会社の経営力を高める共通言語、「ビジネス数学」で社員を経営参画者にする方法 ~公益財団法人日本数学検定協会 専務理事 高田忍氏

経営ハッカー編集部
会社の経営力を高める共通言語、「ビジネス数学」で社員を経営参画者にする方法 ~公益財団法人日本数学検定協会 専務理事 高田忍氏

もし、あなたが経営者や経営幹部であったとして、社員に対し、ある現場における課題の報告を求めるとしよう。その時にどの程度、イライラせずに満足のいく説明を受けることができるだろうか?

あるいは、社員が会社全体の財務諸表や、経営目標、事業部の目標が成り立っている根拠をどれだけ把握し、全員自分事として動いているだろうか?

もし、そうなっていないとすれば何かが足りない。その足りない能力の一つが数学力だと、日本数学検定協会の高田氏は断言する。そこで同協会では、数学力をビジネスに応用する「ビジネス数学」を提唱している。

折しも、今はAIやIoTが台頭している時代だ。経団連の中西会長が2018年12月4日に発表した「今後の採用と大学教育に関する提案」の中で「文系・理系を問わず情報科学や数学などの基礎科目を全学生の必修科目にすべき」と提言しているように、今後はAIやIoT、ビッグデータをビジネスで活用するには数学的な能力が不可欠である。まったくその通りだが、高田氏が指摘するのは、中小企業も含めて組織に必要とされている数学力であり、もっと基礎的で汎用的なものなのだ。

「ビジネス数学」はなぜ必要か

-「ビジネス数学」とはそもそも何なのでしょうか?

「ビジネス数学」は、日常生活における数学力を高める数学検定から生まれてきたものです。まず、なぜビジネスに数学が必要なのか?その理由から紐解いていきましょう。

私たちは、ビジネスに必要な5つの力を定義していますが、あえて「数学」という言葉を抜きに説明しますと、ビジネスシーンで求められるビジネス力は、大きく5つに分けられると考えています。

物事の状況や特徴をつかむ「把握力」、規則性や変化、相関性などを見抜く「分析力」、いくつかの事象から最適な解を選ぶ「選択力」、過去のデータから未来を見通す「予測力」、情報を正確に伝える「表現力」です。これらの力は、ビジネスシーンの至るところで必要とされます。

重要なことは、社員がビジネスシーンに潜んでいる意味のある数字を見つけ出し、それらの関係性をしっかりと把握し、目的に応じてそれらを組み合わせる思考プロセスと、数字による表現力を身につけることです。これが抜けていると、どうしても定性的なコミュニケーションに陥り、課題が特定できないし、組織として正しい課題解決ができないといったことが起こります。

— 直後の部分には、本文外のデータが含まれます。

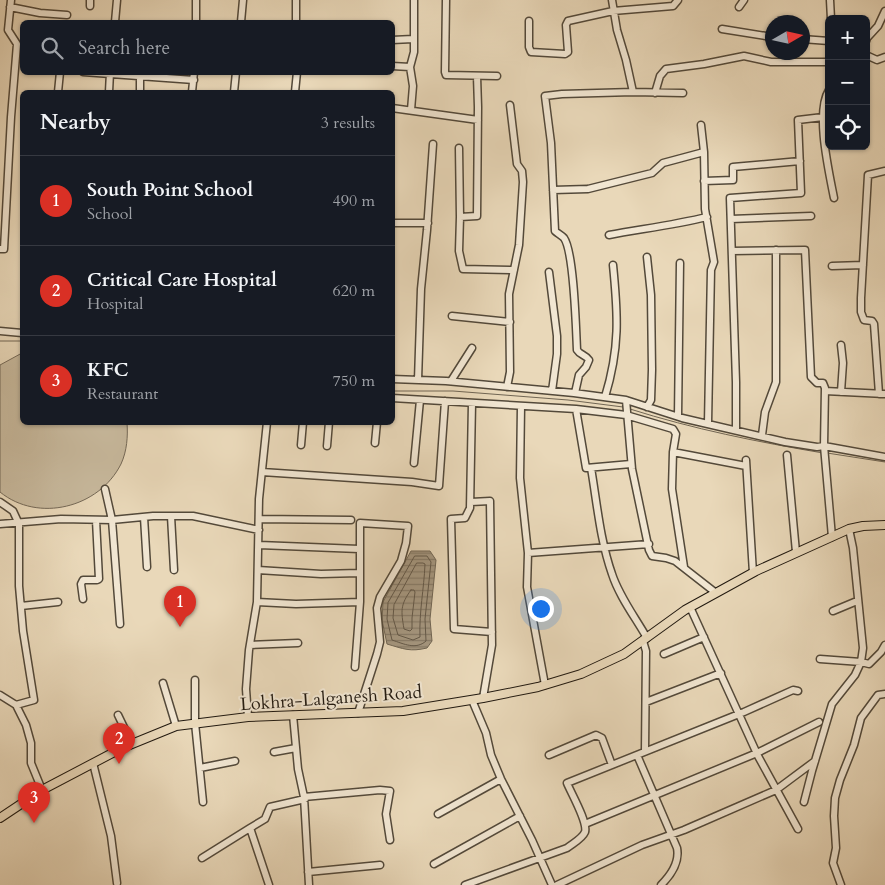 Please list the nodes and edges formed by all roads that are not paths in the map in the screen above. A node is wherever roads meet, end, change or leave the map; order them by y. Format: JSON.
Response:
{"nodes":[{"id":1,"x":117,"y":0,"type":"edge"},
{"id":2,"x":196,"y":0,"type":"edge"},
{"id":3,"x":243,"y":0,"type":"edge"},
{"id":4,"x":296,"y":0,"type":"edge"},
{"id":5,"x":414,"y":0,"type":"edge"},
{"id":6,"x":446,"y":0,"type":"edge"},
{"id":7,"x":612,"y":0,"type":"edge"},
{"id":8,"x":678,"y":0,"type":"edge"},
{"id":9,"x":744,"y":0,"type":"edge"},
{"id":10,"x":830,"y":0,"type":"edge"},
{"id":11,"x":10,"y":4,"type":"edge"},
{"id":12,"x":739,"y":7,"type":"dead end"},
{"id":13,"x":613,"y":11,"type":"junction"},
{"id":14,"x":885,"y":11,"type":"edge"},
{"id":15,"x":67,"y":15,"type":"dead end"},
{"id":16,"x":831,"y":15,"type":"edge"},
{"id":17,"x":115,"y":20,"type":"edge"},
{"id":18,"x":196,"y":20,"type":"edge"},
{"id":19,"x":241,"y":20,"type":"edge"},
{"id":20,"x":296,"y":20,"type":"edge"},
{"id":21,"x":528,"y":21,"type":"dead end"},
{"id":22,"x":722,"y":29,"type":"dead end"},
{"id":23,"x":870,"y":35,"type":"edge"},
{"id":24,"x":765,"y":36,"type":"edge"},
{"id":25,"x":413,"y":39,"type":"junction"},
{"id":26,"x":395,"y":40,"type":"edge"},
{"id":27,"x":810,"y":40,"type":"edge"},
{"id":28,"x":825,"y":40,"type":"edge"},
{"id":29,"x":870,"y":57,"type":"edge"},
{"id":30,"x":885,"y":57,"type":"edge"},
{"id":31,"x":825,"y":62,"type":"edge"},
{"id":32,"x":395,"y":66,"type":"edge"},
{"id":33,"x":410,"y":67,"type":"junction"},
{"id":34,"x":60,"y":75,"type":"edge"},
{"id":35,"x":110,"y":75,"type":"edge"},
{"id":36,"x":120,"y":75,"type":"edge"},
{"id":37,"x":236,"y":75,"type":"edge"},
{"id":38,"x":297,"y":75,"type":"edge"},
{"id":39,"x":194,"y":76,"type":"edge"},
{"id":40,"x":477,"y":76,"type":"junction"},
{"id":41,"x":497,"y":76,"type":"dead end"},
{"id":42,"x":140,"y":77,"type":"junction"},
{"id":43,"x":58,"y":90,"type":"edge"},
{"id":44,"x":109,"y":90,"type":"edge"},
{"id":45,"x":140,"y":90,"type":"edge"},
{"id":46,"x":192,"y":90,"type":"edge"},
{"id":47,"x":234,"y":90,"type":"edge"},
{"id":48,"x":295,"y":90,"type":"edge"},
{"id":49,"x":633,"y":92,"type":"junction"},
{"id":50,"x":655,"y":92,"type":"junction"},
{"id":51,"x":683,"y":93,"type":"dead end"},
{"id":52,"x":825,"y":96,"type":"edge"},
{"id":53,"x":510,"y":105,"type":"dead end"},
{"id":54,"x":395,"y":108,"type":"edge"},
{"id":55,"x":410,"y":110,"type":"junction"},
{"id":56,"x":823,"y":117,"type":"junction"},
{"id":57,"x":478,"y":120,"type":"junction"},
{"id":58,"x":701,"y":125,"type":"dead end"},
{"id":59,"x":433,"y":144,"type":"dead end"},
{"id":60,"x":459,"y":148,"type":"dead end"},
{"id":61,"x":704,"y":152,"type":"junction"},
{"id":62,"x":800,"y":161,"type":"junction"},
{"id":63,"x":885,"y":171,"type":"edge"},
{"id":64,"x":704,"y":181,"type":"junction"},
{"id":65,"x":553,"y":190,"type":"junction"},
{"id":66,"x":834,"y":198,"type":"dead end"},
{"id":67,"x":460,"y":216,"type":"junction"},
{"id":68,"x":811,"y":216,"type":"dead end"},
{"id":69,"x":707,"y":217,"type":"junction"},
{"id":70,"x":731,"y":219,"type":"junction"},
{"id":71,"x":395,"y":223,"type":"edge"},
{"id":72,"x":428,"y":224,"type":"junction"},
{"id":73,"x":608,"y":235,"type":"dead end"},
{"id":74,"x":0,"y":249,"type":"edge"},
{"id":75,"x":776,"y":250,"type":"junction"},
{"id":76,"x":732,"y":251,"type":"junction"},
{"id":77,"x":648,"y":257,"type":"dead end"},
{"id":78,"x":680,"y":263,"type":"dead end"},
{"id":79,"x":612,"y":265,"type":"dead end"},
{"id":80,"x":863,"y":265,"type":"junction"},
{"id":81,"x":832,"y":266,"type":"dead end"},
{"id":82,"x":514,"y":270,"type":"junction"},
{"id":83,"x":549,"y":272,"type":"dead end"},
{"id":84,"x":452,"y":316,"type":"dead end"},
{"id":85,"x":510,"y":322,"type":"junction"},
{"id":86,"x":0,"y":331,"type":"edge"},
{"id":87,"x":20,"y":333,"type":"edge"},
{"id":88,"x":840,"y":345,"type":"dead end"},
{"id":89,"x":472,"y":348,"type":"dead end"},
{"id":90,"x":395,"y":379,"type":"edge"},
{"id":91,"x":418,"y":380,"type":"junction"},
{"id":92,"x":451,"y":382,"type":"junction"},
{"id":93,"x":507,"y":387,"type":"junction"},
{"id":94,"x":552,"y":391,"type":"junction"},
{"id":95,"x":825,"y":391,"type":"junction"},
{"id":96,"x":841,"y":392,"type":"junction"},
{"id":97,"x":575,"y":393,"type":"junction"},
{"id":98,"x":882,"y":394,"type":"edge"},
{"id":99,"x":606,"y":397,"type":"junction"},
{"id":100,"x":395,"y":398,"type":"edge"},
{"id":101,"x":420,"y":400,"type":"junction"},
{"id":102,"x":445,"y":401,"type":"junction"},
{"id":103,"x":626,"y":402,"type":"junction"},
{"id":104,"x":472,"y":403,"type":"junction"},
{"id":105,"x":521,"y":406,"type":"junction"},
{"id":106,"x":646,"y":407,"type":"junction"},
{"id":107,"x":576,"y":409,"type":"junction"},
{"id":108,"x":626,"y":414,"type":"junction"},
{"id":109,"x":678,"y":416,"type":"junction"},
{"id":110,"x":708,"y":423,"type":"junction"},
{"id":111,"x":266,"y":425,"type":"edge"},
{"id":112,"x":303,"y":425,"type":"edge"},
{"id":113,"x":329,"y":425,"type":"edge"},
{"id":114,"x":377,"y":425,"type":"edge"},
{"id":115,"x":736,"y":429,"type":"junction"},
{"id":116,"x":762,"y":436,"type":"junction"},
{"id":117,"x":375,"y":443,"type":"dead end"},
{"id":118,"x":301,"y":445,"type":"dead end"},
{"id":119,"x":327,"y":446,"type":"dead end"},
{"id":120,"x":825,"y":451,"type":"junction"},
{"id":121,"x":673,"y":452,"type":"junction"},
{"id":122,"x":787,"y":455,"type":"dead end"},
{"id":123,"x":885,"y":457,"type":"edge"},
{"id":124,"x":414,"y":463,"type":"dead end"},
{"id":125,"x":631,"y":464,"type":"junction"},
{"id":126,"x":591,"y":468,"type":"junction"},
{"id":127,"x":262,"y":472,"type":"junction"},
{"id":128,"x":106,"y":490,"type":"dead end"},
{"id":129,"x":0,"y":502,"type":"edge"},
{"id":130,"x":471,"y":502,"type":"junction"},
{"id":131,"x":171,"y":516,"type":"junction"},
{"id":132,"x":144,"y":517,"type":"junction"},
{"id":133,"x":259,"y":518,"type":"junction"},
{"id":134,"x":96,"y":520,"type":"junction"},
{"id":135,"x":112,"y":520,"type":"junction"},
{"id":136,"x":351,"y":520,"type":"dead end"},
{"id":137,"x":0,"y":524,"type":"edge"},
{"id":138,"x":19,"y":524,"type":"junction"},
{"id":139,"x":885,"y":525,"type":"edge"},
{"id":140,"x":849,"y":529,"type":"junction"},
{"id":141,"x":259,"y":530,"type":"junction"},
{"id":142,"x":832,"y":537,"type":"junction"},
{"id":143,"x":649,"y":544,"type":"junction"},
{"id":144,"x":259,"y":546,"type":"junction"},
{"id":145,"x":604,"y":547,"type":"junction"},
{"id":146,"x":359,"y":549,"type":"junction"},
{"id":147,"x":796,"y":552,"type":"junction"},
{"id":148,"x":528,"y":553,"type":"junction"},
{"id":149,"x":147,"y":567,"type":"dead end"},
{"id":150,"x":684,"y":567,"type":"junction"},
{"id":151,"x":174,"y":570,"type":"dead end"},
{"id":152,"x":258,"y":570,"type":"junction"},
{"id":153,"x":754,"y":572,"type":"junction"},
{"id":154,"x":359,"y":573,"type":"junction"},
{"id":155,"x":716,"y":593,"type":"junction"},
{"id":156,"x":83,"y":599,"type":"dead end"},
{"id":157,"x":58,"y":602,"type":"dead end"},
{"id":158,"x":257,"y":602,"type":"junction"},
{"id":159,"x":360,"y":602,"type":"junction"},
{"id":160,"x":857,"y":602,"type":"junction"},
{"id":161,"x":21,"y":606,"type":"junction"},
{"id":162,"x":690,"y":607,"type":"junction"},
{"id":163,"x":833,"y":611,"type":"dead end"},
{"id":164,"x":120,"y":624,"type":"dead end"},
{"id":165,"x":492,"y":632,"type":"junction"},
{"id":166,"x":704,"y":636,"type":"junction"},
{"id":167,"x":645,"y":639,"type":"junction"},
{"id":168,"x":298,"y":643,"type":"dead end"},
{"id":169,"x":250,"y":645,"type":"junction"},
{"id":170,"x":885,"y":645,"type":"edge"},
{"id":171,"x":664,"y":654,"type":"dead end"},
{"id":172,"x":820,"y":659,"type":"dead end"},
{"id":173,"x":861,"y":662,"type":"junction"},
{"id":174,"x":355,"y":667,"type":"dead end"},
{"id":175,"x":721,"y":673,"type":"junction"},
{"id":176,"x":195,"y":680,"type":"dead end"},
{"id":177,"x":163,"y":683,"type":"dead end"},
{"id":178,"x":545,"y":685,"type":"junction"},
{"id":179,"x":798,"y":691,"type":"dead end"},
{"id":180,"x":885,"y":694,"type":"edge"},
{"id":181,"x":0,"y":695,"type":"edge"},
{"id":182,"x":483,"y":698,"type":"junction"},
{"id":183,"x":472,"y":700,"type":"junction"},
{"id":184,"x":646,"y":702,"type":"junction"},
{"id":185,"x":16,"y":705,"type":"junction"},
{"id":186,"x":358,"y":713,"type":"junction"},
{"id":187,"x":293,"y":714,"type":"junction"},
{"id":188,"x":739,"y":714,"type":"junction"},
{"id":189,"x":118,"y":715,"type":"dead end"},
{"id":190,"x":248,"y":717,"type":"junction"},
{"id":191,"x":819,"y":722,"type":"dead end"},
{"id":192,"x":195,"y":723,"type":"junction"},
{"id":193,"x":176,"y":726,"type":"junction"},
{"id":194,"x":132,"y":744,"type":"junction"},
{"id":195,"x":296,"y":748,"type":"junction"},
{"id":196,"x":645,"y":751,"type":"junction"},
{"id":197,"x":274,"y":752,"type":"dead end"},
{"id":198,"x":757,"y":754,"type":"junction"},
{"id":199,"x":549,"y":755,"type":"dead end"},
{"id":200,"x":637,"y":755,"type":"junction"},
{"id":201,"x":235,"y":761,"type":"dead end"},
{"id":202,"x":814,"y":761,"type":"junction"},
{"id":203,"x":93,"y":763,"type":"junction"},
{"id":204,"x":612,"y":765,"type":"junction"},
{"id":205,"x":200,"y":768,"type":"junction"},
{"id":206,"x":501,"y":779,"type":"junction"},
{"id":207,"x":42,"y":790,"type":"junction"},
{"id":208,"x":776,"y":790,"type":"junction"},
{"id":209,"x":654,"y":795,"type":"junction"},
{"id":210,"x":305,"y":798,"type":"junction"},
{"id":211,"x":203,"y":802,"type":"dead end"},
{"id":212,"x":804,"y":802,"type":"dead end"},
{"id":213,"x":438,"y":814,"type":"dead end"},
{"id":214,"x":520,"y":816,"type":"junction"},
{"id":215,"x":0,"y":818,"type":"edge"},
{"id":216,"x":585,"y":824,"type":"junction"},
{"id":217,"x":250,"y":828,"type":"junction"},
{"id":218,"x":798,"y":829,"type":"dead end"},
{"id":219,"x":671,"y":835,"type":"junction"},
{"id":220,"x":390,"y":840,"type":"dead end"},
{"id":221,"x":202,"y":858,"type":"dead end"},
{"id":222,"x":540,"y":858,"type":"junction"},
{"id":223,"x":434,"y":864,"type":"dead end"},
{"id":224,"x":380,"y":865,"type":"dead end"},
{"id":225,"x":308,"y":872,"type":"junction"},
{"id":226,"x":117,"y":883,"type":"dead end"},
{"id":227,"x":475,"y":883,"type":"edge"},
{"id":228,"x":269,"y":885,"type":"edge"},
{"id":229,"x":309,"y":885,"type":"edge"},
{"id":230,"x":465,"y":885,"type":"edge"},
{"id":231,"x":552,"y":885,"type":"edge"},
{"id":232,"x":557,"y":885,"type":"edge"},
{"id":233,"x":660,"y":885,"type":"edge"},
{"id":234,"x":841,"y":885,"type":"edge"}],
"edges":[{"from":1,"to":17,"type":"street"},
{"from":2,"to":18,"type":"street"},
{"from":3,"to":19,"type":"street"},
{"from":4,"to":20,"type":"street"},
{"from":5,"to":25,"type":"street"},
{"from":6,"to":40,"type":"street"},
{"from":7,"to":13,"type":"street"},
{"from":8,"to":13,"type":"street"},
{"from":9,"to":12,"type":"street"},
{"from":10,"to":16,"type":"street"},
{"from":11,"to":15,"type":"street"},
{"from":11,"to":74,"type":"street"},
{"from":13,"to":21,"type":"street"},
{"from":13,"to":49,"type":"street"},
{"from":14,"to":23,"type":"street"},
{"from":22,"to":24,"type":"street"},
{"from":25,"to":26,"type":"street"},
{"from":25,"to":33,"type":"street"},
{"from":27,"to":28,"type":"street"},
{"from":29,"to":30,"type":"street"},
{"from":31,"to":50,"type":"street"},
{"from":32,"to":33,"type":"street"},
{"from":33,"to":55,"type":"street"},
{"from":34,"to":43,"type":"street"},
{"from":35,"to":44,"type":"street"},
{"from":36,"to":42,"type":"street"},
{"from":37,"to":47,"type":"street"},
{"from":38,"to":48,"type":"street"},
{"from":39,"to":42,"type":"street"},
{"from":39,"to":46,"type":"street"},
{"from":40,"to":41,"type":"street"},
{"from":40,"to":57,"type":"street"},
{"from":42,"to":45,"type":"street"},
{"from":49,"to":50,"type":"street"},
{"from":49,"to":65,"type":"street"},
{"from":50,"to":51,"type":"street"},
{"from":52,"to":56,"type":"street"},
{"from":53,"to":82,"type":"street"},
{"from":54,"to":55,"type":"street"},
{"from":55,"to":57,"type":"street"},
{"from":56,"to":62,"type":"street"},
{"from":56,"to":66,"type":"street"},
{"from":57,"to":67,"type":"street"},
{"from":58,"to":61,"type":"street"},
{"from":59,"to":72,"type":"street"},
{"from":60,"to":67,"type":"street"},
{"from":61,"to":64,"type":"street"},
{"from":61,"to":65,"type":"street"},
{"from":62,"to":64,"type":"street"},
{"from":62,"to":70,"type":"street"},
{"from":63,"to":80,"type":"street"},
{"from":64,"to":69,"type":"street"},
{"from":65,"to":97,"type":"street"},
{"from":67,"to":82,"type":"street"},
{"from":68,"to":70,"type":"street"},
{"from":69,"to":73,"type":"street"},
{"from":69,"to":110,"type":"street"},
{"from":70,"to":76,"type":"street"},
{"from":71,"to":72,"type":"street"},
{"from":72,"to":91,"type":"street"},
{"from":75,"to":76,"type":"street"},
{"from":75,"to":95,"type":"street"},
{"from":75,"to":116,"type":"street"},
{"from":76,"to":115,"type":"street"},
{"from":77,"to":106,"type":"street"},
{"from":78,"to":109,"type":"street"},
{"from":79,"to":99,"type":"street"},
{"from":80,"to":81,"type":"street"},
{"from":80,"to":98,"type":"street"},
{"from":82,"to":85,"type":"street"},
{"from":83,"to":94,"type":"street"},
{"from":84,"to":85,"type":"street"},
{"from":85,"to":93,"type":"street"},
{"from":86,"to":87,"type":"street"},
{"from":88,"to":96,"type":"street"},
{"from":89,"to":92,"type":"street"},
{"from":90,"to":91,"type":"street"},
{"from":91,"to":92,"type":"street"},
{"from":92,"to":93,"type":"street"},
{"from":93,"to":94,"type":"street"},
{"from":94,"to":97,"type":"street"},
{"from":95,"to":96,"type":"street"},
{"from":95,"to":120,"type":"street"},
{"from":96,"to":98,"type":"street"},
{"from":97,"to":99,"type":"street"},
{"from":99,"to":103,"type":"street"},
{"from":100,"to":101,"type":"street"},
{"from":101,"to":102,"type":"street"},
{"from":101,"to":124,"type":"street"},
{"from":102,"to":104,"type":"street"},
{"from":102,"to":127,"type":"street"},
{"from":103,"to":106,"type":"street"},
{"from":103,"to":108,"type":"street"},
{"from":104,"to":105,"type":"street"},
{"from":104,"to":130,"type":"street"},
{"from":105,"to":107,"type":"street"},
{"from":105,"to":148,"type":"street"},
{"from":106,"to":109,"type":"street"},
{"from":107,"to":108,"type":"street"},
{"from":107,"to":126,"type":"street"},
{"from":108,"to":121,"type":"street"},
{"from":108,"to":125,"type":"street"},
{"from":109,"to":110,"type":"street"},
{"from":110,"to":115,"type":"street"},
{"from":111,"to":127,"type":"street"},
{"from":112,"to":118,"type":"street"},
{"from":113,"to":119,"type":"street"},
{"from":114,"to":117,"type":"street"},
{"from":115,"to":116,"type":"street"},
{"from":116,"to":120,"type":"street"},
{"from":120,"to":123,"type":"street"},
{"from":120,"to":142,"type":"street"},
{"from":121,"to":150,"type":"street"},
{"from":121,"to":153,"type":"street"},
{"from":122,"to":147,"type":"street"},
{"from":125,"to":126,"type":"street"},
{"from":125,"to":143,"type":"street"},
{"from":126,"to":145,"type":"street"},
{"from":127,"to":133,"type":"street"},
{"from":128,"to":135,"type":"street"},
{"from":129,"to":138,"type":"street"},
{"from":130,"to":165,"type":"street"},
{"from":130,"to":165,"type":"street"},
{"from":131,"to":132,"type":"street"},
{"from":131,"to":141,"type":"street"},
{"from":131,"to":151,"type":"street"},
{"from":132,"to":135,"type":"street"},
{"from":132,"to":149,"type":"street"},
{"from":133,"to":136,"type":"street"},
{"from":133,"to":141,"type":"street"},
{"from":134,"to":135,"type":"street"},
{"from":134,"to":138,"type":"street"},
{"from":134,"to":156,"type":"street"},
{"from":135,"to":164,"type":"street"},
{"from":137,"to":138,"type":"street"},
{"from":138,"to":161,"type":"street"},
{"from":139,"to":140,"type":"main road","name":"Lokhra-Lalganesh Road"},
{"from":140,"to":142,"type":"main road","name":"Lokhra-Lalganesh Road"},
{"from":140,"to":160,"type":"street"},
{"from":141,"to":144,"type":"street"},
{"from":142,"to":147,"type":"main road","name":"Lokhra-Lalganesh Road"},
{"from":143,"to":145,"type":"street"},
{"from":143,"to":150,"type":"street"},
{"from":144,"to":146,"type":"street"},
{"from":144,"to":152,"type":"street"},
{"from":145,"to":148,"type":"street"},
{"from":145,"to":167,"type":"street"},
{"from":146,"to":154,"type":"street"},
{"from":146,"to":186,"type":"street"},
{"from":147,"to":153,"type":"main road","name":"Lokhra-Lalganesh Road"},
{"from":148,"to":178,"type":"street"},
{"from":150,"to":155,"type":"street"},
{"from":152,"to":154,"type":"street"},
{"from":152,"to":158,"type":"street"},
{"from":153,"to":155,"type":"main road","name":"Lokhra-Lalganesh Road"},
{"from":154,"to":159,"type":"street"},
{"from":155,"to":162,"type":"main road","name":"Lokhra-Lalganesh Road"},
{"from":157,"to":161,"type":"street"},
{"from":158,"to":159,"type":"street"},
{"from":158,"to":169,"type":"street"},
{"from":159,"to":174,"type":"street"},
{"from":160,"to":163,"type":"street"},
{"from":160,"to":173,"type":"street"},
{"from":161,"to":185,"type":"street"},
{"from":162,"to":166,"type":"street"},
{"from":162,"to":167,"type":"main road","name":"Lokhra-Lalganesh Road"},
{"from":165,"to":182,"type":"street"},
{"from":166,"to":171,"type":"street"},
{"from":166,"to":175,"type":"street"},
{"from":167,"to":178,"type":"main road","name":"Lokhra-Lalganesh Road"},
{"from":167,"to":184,"type":"street"},
{"from":168,"to":169,"type":"street"},
{"from":169,"to":190,"type":"street"},
{"from":170,"to":173,"type":"street"},
{"from":172,"to":173,"type":"street"},
{"from":173,"to":202,"type":"street"},
{"from":175,"to":184,"type":"street"},
{"from":175,"to":188,"type":"street"},
{"from":176,"to":192,"type":"street"},
{"from":177,"to":193,"type":"street"},
{"from":178,"to":182,"type":"main road","name":"Lokhra-Lalganesh Road"},
{"from":179,"to":188,"type":"street"},
{"from":180,"to":234,"type":"street"},
{"from":181,"to":185,"type":"street"},
{"from":182,"to":183,"type":"main road","name":"Lokhra-Lalganesh Road"},
{"from":183,"to":186,"type":"main road","name":"Lokhra-Lalganesh Road"},
{"from":183,"to":206,"type":"street"},
{"from":184,"to":196,"type":"street"},
{"from":185,"to":207,"type":"street"},
{"from":186,"to":187,"type":"main road","name":"Lokhra-Lalganesh Road"},
{"from":187,"to":190,"type":"main road","name":"Lokhra-Lalganesh Road"},
{"from":187,"to":195,"type":"street"},
{"from":188,"to":196,"type":"street"},
{"from":188,"to":198,"type":"street"},
{"from":189,"to":194,"type":"street"},
{"from":190,"to":192,"type":"main road","name":"Lokhra-Lalganesh Road"},
{"from":191,"to":198,"type":"street"},
{"from":192,"to":193,"type":"main road","name":"Lokhra-Lalganesh Road"},
{"from":192,"to":205,"type":"street"},
{"from":193,"to":194,"type":"main road","name":"Lokhra-Lalganesh Road"},
{"from":194,"to":203,"type":"main road","name":"Lokhra-Lalganesh Road"},
{"from":195,"to":197,"type":"street"},
{"from":195,"to":210,"type":"street"},
{"from":196,"to":200,"type":"street"},
{"from":198,"to":208,"type":"street"},
{"from":198,"to":209,"type":"street"},
{"from":199,"to":204,"type":"street"},
{"from":200,"to":204,"type":"street"},
{"from":200,"to":209,"type":"street"},
{"from":201,"to":205,"type":"street"},
{"from":202,"to":208,"type":"street"},
{"from":202,"to":212,"type":"street"},
{"from":203,"to":207,"type":"main road","name":"Lokhra-Lalganesh Road"},
{"from":203,"to":226,"type":"street"},
{"from":204,"to":216,"type":"street"},
{"from":205,"to":211,"type":"street"},
{"from":206,"to":213,"type":"street"},
{"from":206,"to":214,"type":"street"},
{"from":207,"to":215,"type":"main road","name":"Lokhra-Lalganesh Road"},
{"from":208,"to":218,"type":"street"},
{"from":208,"to":219,"type":"street"},
{"from":209,"to":216,"type":"street"},
{"from":209,"to":219,"type":"street"},
{"from":210,"to":217,"type":"street"},
{"from":210,"to":220,"type":"street"},
{"from":210,"to":225,"type":"street"},
{"from":214,"to":222,"type":"street"},
{"from":214,"to":223,"type":"street"},
{"from":216,"to":222,"type":"street"},
{"from":217,"to":221,"type":"street"},
{"from":217,"to":228,"type":"street"},
{"from":219,"to":232,"type":"street"},
{"from":219,"to":233,"type":"street"},
{"from":222,"to":227,"type":"street"},
{"from":222,"to":231,"type":"street"},
{"from":224,"to":225,"type":"street"},
{"from":225,"to":229,"type":"street"},
{"from":227,"to":230,"type":"street"}]}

対して、5つの力で、あらゆる事象を数字やグラフで定量的に表現できるようになることによって、課題の構造、緊急度や重要度、取り組む優先順位などを組織内で正しく把握でき課題解決ができるようになります。

これを会社全体の経営に広げたものが、PL、BSの数字やその推移の理解ということになります。全体的な業績を数字で把握することによって、はじめて会社の課題を理解し、個々の社員は今後どのように経営に参画していけばよいのかが腹落ちした状態になるのです。

現実の業務となっているビジネスコミュニケーションを、数字を元にして行う力を社員に身につけさせ、企業の経営力を高めることに寄与しているのが「ビジネス数学」なのです。

-この5つのスキルの相互関係とその詳細はどうなっているのでしょうか?

ビジネスに必要な5つの力の関係性ですが、これらは一つながりになっています。まず、ビジネス上で何が起きているのかを「把握」することが必要です。次に、把握したものがどうなっているのかを「分析」しなければなりません。分析した結果、これからどうすべきなのかを考えて複数ある選択肢の中から「選択」をする必要があります。

また「分析した結果こうなるのではないか」と「予測」を立てることもあるでしょう。さらに、それらを自分なりに解釈して相手に説明するためには、「表現力」も欠かせません。その5つの力の詳細は以下のようになります。

日本数学検定協会webサイトから加工

このような一連のスキルを高いレベルで社員が修得すれば、会社の経営力が上がっていくイメージがつくのではないかと思います。

「ビジネス数学」を構想した背景は?

―「ビジネス数学」のベースになっている、数学検定について教えてください。

数学検定は、英語技能検定(英検)や日本漢字能力検定(漢検)と並ぶ、「3大検定」と呼ばれる検定の一つです。約30年前に私たち、日本数学検定協会がつくったもので、正式には「実用数学技能検定」と言います。出題範囲も幅広く、幼児向けのかず・かたち検定(シルバースター・ゴールドスター)から大学卒業レベルの1級まで、全部で15の階級を設けております。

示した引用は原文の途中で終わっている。